=== Begin Enclosure ===
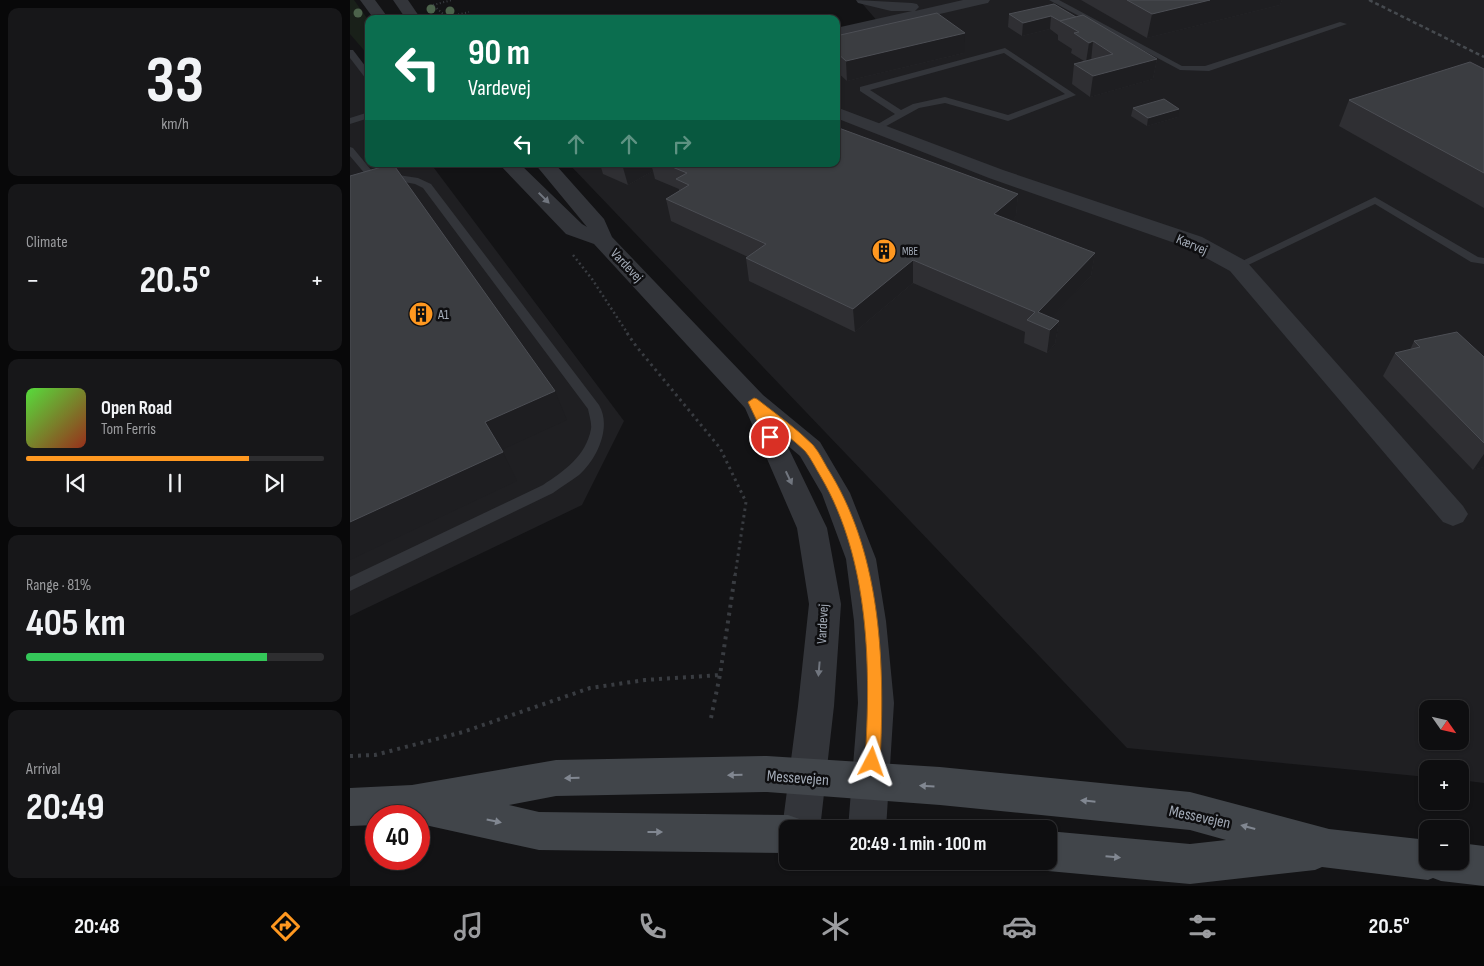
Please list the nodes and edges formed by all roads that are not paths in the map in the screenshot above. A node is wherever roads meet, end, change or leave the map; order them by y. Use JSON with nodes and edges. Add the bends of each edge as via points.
{"nodes":[{"id":1,"x":367,"y":0,"type":"edge"},
{"id":2,"x":400,"y":0,"type":"edge"},
{"id":3,"x":847,"y":0,"type":"edge"},
{"id":4,"x":863,"y":0,"type":"edge"},
{"id":5,"x":948,"y":0,"type":"edge"},
{"id":6,"x":983,"y":0,"type":"edge"},
{"id":7,"x":1053,"y":0,"type":"edge"},
{"id":8,"x":379,"y":15,"type":"edge"},
{"id":9,"x":411,"y":15,"type":"edge"},
{"id":10,"x":1343,"y":24,"type":"dead end"},
{"id":11,"x":873,"y":25,"type":"junction"},
{"id":12,"x":840,"y":32,"type":"edge"},
{"id":13,"x":350,"y":52,"type":"edge"},
{"id":14,"x":365,"y":72,"type":"edge"},
{"id":15,"x":840,"y":114,"type":"edge"},
{"id":16,"x":900,"y":114,"type":"junction"},
{"id":17,"x":365,"y":116,"type":"edge"},
{"id":18,"x":350,"y":121,"type":"edge"},
{"id":19,"x":876,"y":128,"type":"junction"},
{"id":20,"x":350,"y":150,"type":"edge"},
{"id":21,"x":512,"y":167,"type":"edge"},
{"id":22,"x":548,"y":167,"type":"edge"},
{"id":23,"x":602,"y":239,"type":"junction"},
{"id":24,"x":1484,"y":261,"type":"edge"},
{"id":25,"x":1238,"y":266,"type":"junction"},
{"id":26,"x":754,"y":402,"type":"junction"},
{"id":27,"x":1453,"y":514,"type":"dead end"},
{"id":28,"x":350,"y":584,"type":"edge"},
{"id":29,"x":807,"y":777,"type":"junction"},
{"id":30,"x":871,"y":782,"type":"junction"},
{"id":31,"x":412,"y":804,"type":"junction"},
{"id":32,"x":350,"y":807,"type":"edge"},
{"id":33,"x":802,"y":820,"type":"edge"},
{"id":34,"x":868,"y":820,"type":"edge"},
{"id":35,"x":779,"y":834,"type":"edge"},
{"id":36,"x":1329,"y":849,"type":"junction"},
{"id":37,"x":1057,"y":852,"type":"edge"},
{"id":38,"x":1419,"y":859,"type":"edge"},
{"id":39,"x":1469,"y":864,"type":"edge"},
{"id":40,"x":1484,"y":866,"type":"edge"}],
"edges":[{"from":1,"to":8,"type":"street"},
{"from":2,"to":9,"type":"street"},
{"from":3,"to":11,"type":"street"},
{"from":4,"to":5,"type":"street","via":[[898,8]]},
{"from":6,"to":11,"type":"street"},
{"from":7,"to":10,"type":"lane","via":[[1180,68],[1206,69]]},
{"from":11,"to":12,"type":"street"},
{"from":13,"to":14,"type":"lane"},
{"from":15,"to":19,"type":"street","name":"Kærvej"},
{"from":16,"to":16,"type":"lane","via":[[916,106],[946,100],[1008,118],[1072,95],[1005,50],[863,89]]},
{"from":16,"to":19,"type":"lane"},
{"from":17,"to":18,"type":"lane"},
{"from":19,"to":25,"type":"street","name":"Kærvej","via":[[996,174],[1194,242]]},
{"from":20,"to":28,"type":"lane","via":[[369,172],[418,181],[427,186],[594,408],[598,427],[591,448],[575,470],[548,489]]},
{"from":21,"to":23,"type":"street","name":"Vardevej","one_way":true,"via":[[574,229]]},
{"from":22,"to":23,"type":"street","name":"Vardevej","via":[[597,223]]},
{"from":23,"to":26,"type":"street","name":"Vardevej"},
{"from":24,"to":25,"type":"lane","via":[[1475,260],[1375,200]]},
{"from":25,"to":27,"type":"street","name":"Kærvej"},
{"from":26,"to":29,"type":"street","name":"Vardevej","one_way":true,"via":[[812,528],[825,604]]},
{"from":26,"to":30,"type":"street","name":"Vardevej","via":[[810,449],[836,493],[860,559],[870,621],[876,703]]},
{"from":29,"to":30,"type":"main road","name":"Messevejen"},
{"from":29,"to":31,"type":"main road","name":"Messevejen","one_way":true,"via":[[767,774],[556,778]]},
{"from":29,"to":33,"type":"street","name":"Vardevej"},
{"from":30,"to":34,"type":"street","name":"Vardevej"},
{"from":36,"to":30,"type":"main road","name":"Messevejen","one_way":true,"via":[[1190,811]]},
{"from":31,"to":32,"type":"main road","name":"Messevejen"},
{"from":31,"to":35,"type":"main road","name":"Messevejen","one_way":true,"via":[[539,831]]},
{"from":37,"to":36,"type":"main road","name":"Messevejen","one_way":true,"via":[[1190,864]]},
{"from":36,"to":38,"type":"main road","name":"Messevejen"},
{"from":39,"to":40,"type":"main road"}]}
=== End Enclosure ===
**YOUR ASSIGNMENT:** Scan the listing for the string "dead", then copy every line where it appears.

**RESULT:**
{"id":10,"x":1343,"y":24,"type":"dead end"},
{"id":27,"x":1453,"y":514,"type":"dead end"},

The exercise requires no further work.